**Work order:** Restate the data below word for word, omitting pictures.

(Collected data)
═══
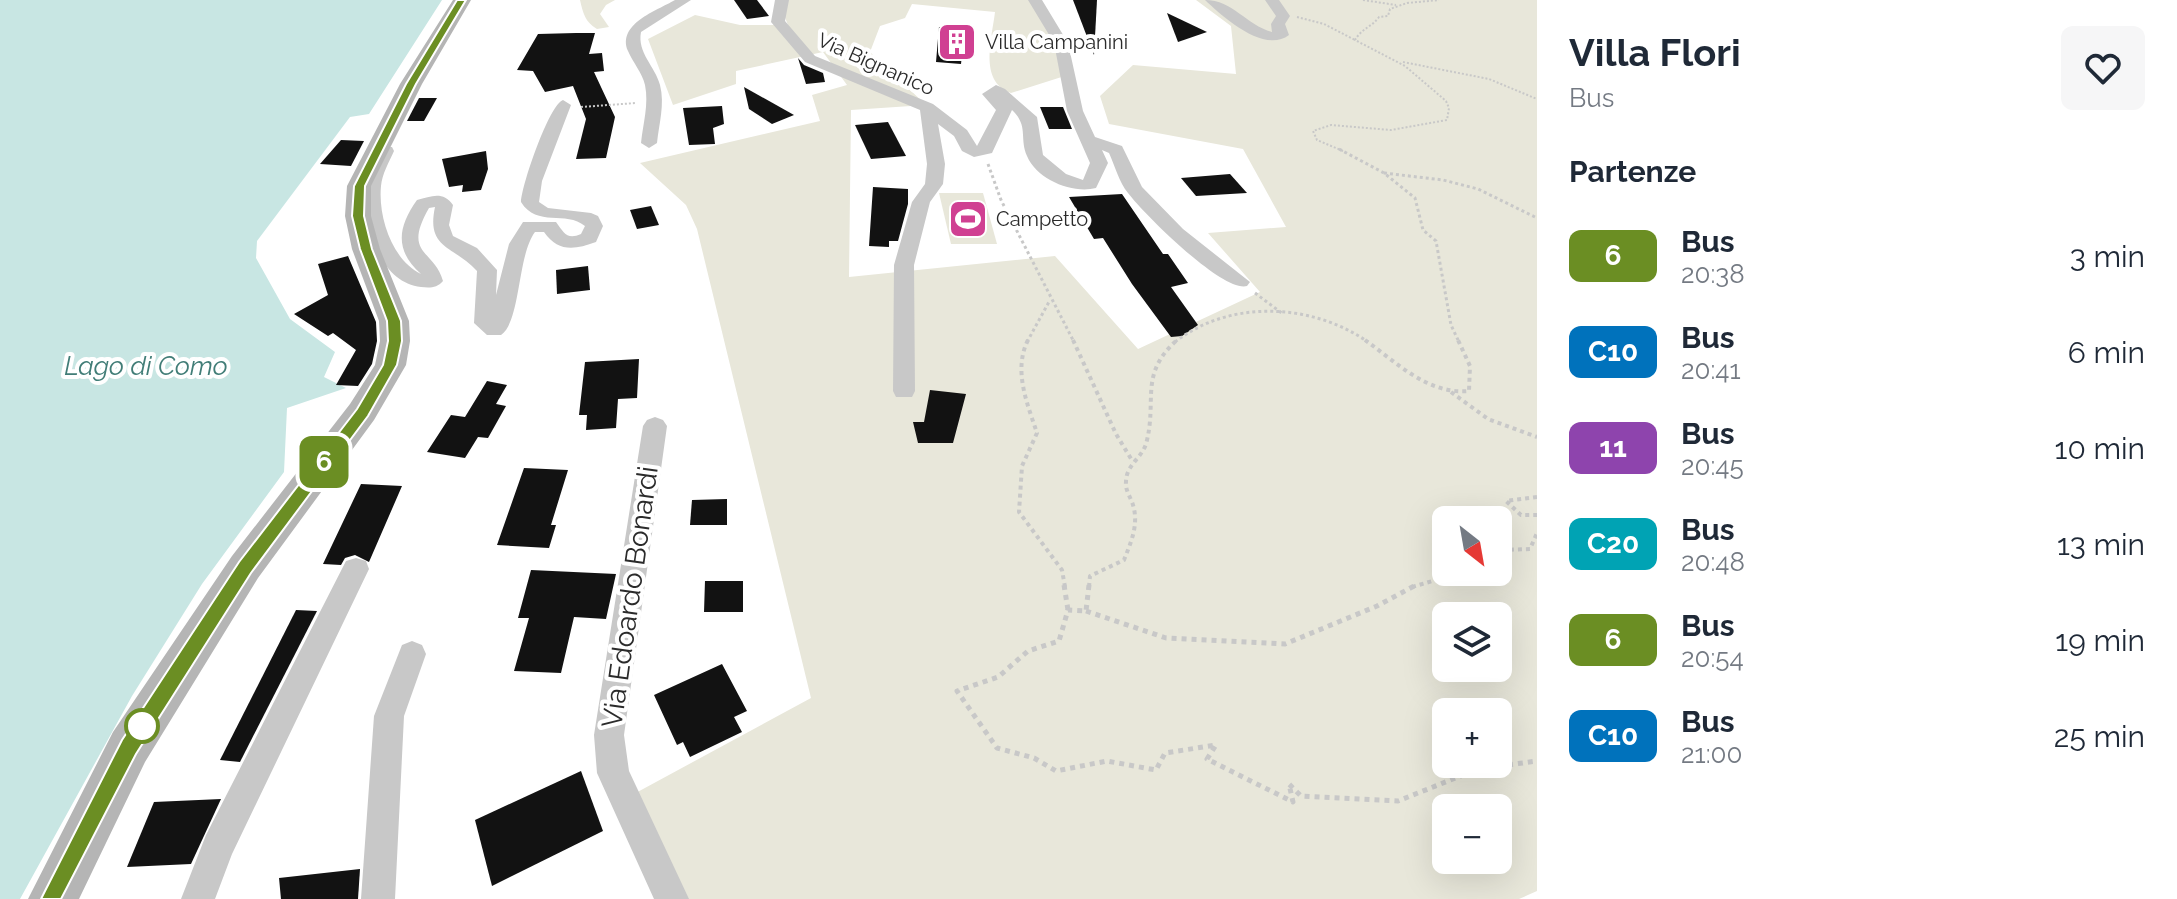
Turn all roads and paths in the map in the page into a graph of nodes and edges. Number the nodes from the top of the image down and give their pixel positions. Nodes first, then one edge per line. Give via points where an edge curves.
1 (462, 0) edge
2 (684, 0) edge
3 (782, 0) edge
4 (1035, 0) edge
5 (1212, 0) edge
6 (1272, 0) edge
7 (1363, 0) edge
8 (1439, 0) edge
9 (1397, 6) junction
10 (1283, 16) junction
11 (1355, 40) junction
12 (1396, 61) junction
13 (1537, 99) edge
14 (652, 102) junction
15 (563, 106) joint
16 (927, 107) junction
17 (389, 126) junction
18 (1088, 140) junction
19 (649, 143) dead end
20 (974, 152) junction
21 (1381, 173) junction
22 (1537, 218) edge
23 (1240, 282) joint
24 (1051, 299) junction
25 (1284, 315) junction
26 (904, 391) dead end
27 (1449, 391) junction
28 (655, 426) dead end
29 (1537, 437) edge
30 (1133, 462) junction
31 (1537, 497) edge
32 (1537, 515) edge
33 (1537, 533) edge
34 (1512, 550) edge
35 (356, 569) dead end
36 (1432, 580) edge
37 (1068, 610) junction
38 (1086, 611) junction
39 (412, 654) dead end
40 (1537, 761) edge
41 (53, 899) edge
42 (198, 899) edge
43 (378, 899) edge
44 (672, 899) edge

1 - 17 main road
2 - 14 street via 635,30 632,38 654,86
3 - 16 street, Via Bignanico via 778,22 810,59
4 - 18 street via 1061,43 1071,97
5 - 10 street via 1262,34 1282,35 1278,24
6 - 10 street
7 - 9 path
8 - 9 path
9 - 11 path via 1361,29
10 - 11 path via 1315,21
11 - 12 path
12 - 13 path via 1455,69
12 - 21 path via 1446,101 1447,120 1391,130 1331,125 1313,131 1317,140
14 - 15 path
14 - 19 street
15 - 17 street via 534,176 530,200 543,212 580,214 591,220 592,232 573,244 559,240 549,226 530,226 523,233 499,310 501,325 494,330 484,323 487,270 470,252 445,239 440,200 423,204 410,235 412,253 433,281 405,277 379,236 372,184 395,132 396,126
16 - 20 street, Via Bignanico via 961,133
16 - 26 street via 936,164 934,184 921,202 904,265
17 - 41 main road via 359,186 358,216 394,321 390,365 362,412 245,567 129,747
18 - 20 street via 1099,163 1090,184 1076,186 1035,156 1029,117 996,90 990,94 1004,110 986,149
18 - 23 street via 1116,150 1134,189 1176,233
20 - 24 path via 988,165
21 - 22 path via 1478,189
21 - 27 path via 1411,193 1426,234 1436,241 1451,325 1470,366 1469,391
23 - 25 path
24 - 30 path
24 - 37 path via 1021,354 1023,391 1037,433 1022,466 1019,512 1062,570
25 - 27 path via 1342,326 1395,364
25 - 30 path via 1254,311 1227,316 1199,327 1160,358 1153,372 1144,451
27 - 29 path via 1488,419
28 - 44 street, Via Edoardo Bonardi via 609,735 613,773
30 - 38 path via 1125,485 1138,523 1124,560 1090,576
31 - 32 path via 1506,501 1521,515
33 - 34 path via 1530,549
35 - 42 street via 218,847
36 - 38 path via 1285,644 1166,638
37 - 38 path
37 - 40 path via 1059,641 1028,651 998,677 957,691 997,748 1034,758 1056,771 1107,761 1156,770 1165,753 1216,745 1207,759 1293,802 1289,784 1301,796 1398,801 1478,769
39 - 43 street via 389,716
═══
**Exercise response:**
Turn all roads and paths in the map in the page into a graph of nodes and edges. Number the nodes from the top of the image down and give their pixel positions. Nodes first, then one edge per line. Give via points where an edge curves.
1 (462, 0) edge
2 (684, 0) edge
3 (782, 0) edge
4 (1035, 0) edge
5 (1212, 0) edge
6 (1272, 0) edge
7 (1363, 0) edge
8 (1439, 0) edge
9 (1397, 6) junction
10 (1283, 16) junction
11 (1355, 40) junction
12 (1396, 61) junction
13 (1537, 99) edge
14 (652, 102) junction
15 (563, 106) joint
16 (927, 107) junction
17 (389, 126) junction
18 (1088, 140) junction
19 (649, 143) dead end
20 (974, 152) junction
21 (1381, 173) junction
22 (1537, 218) edge
23 (1240, 282) joint
24 (1051, 299) junction
25 (1284, 315) junction
26 (904, 391) dead end
27 (1449, 391) junction
28 (655, 426) dead end
29 (1537, 437) edge
30 (1133, 462) junction
31 (1537, 497) edge
32 (1537, 515) edge
33 (1537, 533) edge
34 (1512, 550) edge
35 (356, 569) dead end
36 (1432, 580) edge
37 (1068, 610) junction
38 (1086, 611) junction
39 (412, 654) dead end
40 (1537, 761) edge
41 (53, 899) edge
42 (198, 899) edge
43 (378, 899) edge
44 (672, 899) edge

1 - 17 main road
2 - 14 street via 635,30 632,38 654,86
3 - 16 street, Via Bignanico via 778,22 810,59
4 - 18 street via 1061,43 1071,97
5 - 10 street via 1262,34 1282,35 1278,24
6 - 10 street
7 - 9 path
8 - 9 path
9 - 11 path via 1361,29
10 - 11 path via 1315,21
11 - 12 path
12 - 13 path via 1455,69
12 - 21 path via 1446,101 1447,120 1391,130 1331,125 1313,131 1317,140
14 - 15 path
14 - 19 street
15 - 17 street via 534,176 530,200 543,212 580,214 591,220 592,232 573,244 559,240 549,226 530,226 523,233 499,310 501,325 494,330 484,323 487,270 470,252 445,239 440,200 423,204 410,235 412,253 433,281 405,277 379,236 372,184 395,132 396,126
16 - 20 street, Via Bignanico via 961,133
16 - 26 street via 936,164 934,184 921,202 904,265
17 - 41 main road via 359,186 358,216 394,321 390,365 362,412 245,567 129,747
18 - 20 street via 1099,163 1090,184 1076,186 1035,156 1029,117 996,90 990,94 1004,110 986,149
18 - 23 street via 1116,150 1134,189 1176,233
20 - 24 path via 988,165
21 - 22 path via 1478,189
21 - 27 path via 1411,193 1426,234 1436,241 1451,325 1470,366 1469,391
23 - 25 path
24 - 30 path
24 - 37 path via 1021,354 1023,391 1037,433 1022,466 1019,512 1062,570
25 - 27 path via 1342,326 1395,364
25 - 30 path via 1254,311 1227,316 1199,327 1160,358 1153,372 1144,451
27 - 29 path via 1488,419
28 - 44 street, Via Edoardo Bonardi via 609,735 613,773
30 - 38 path via 1125,485 1138,523 1124,560 1090,576
31 - 32 path via 1506,501 1521,515
33 - 34 path via 1530,549
35 - 42 street via 218,847
36 - 38 path via 1285,644 1166,638
37 - 38 path
37 - 40 path via 1059,641 1028,651 998,677 957,691 997,748 1034,758 1056,771 1107,761 1156,770 1165,753 1216,745 1207,759 1293,802 1289,784 1301,796 1398,801 1478,769
39 - 43 street via 389,716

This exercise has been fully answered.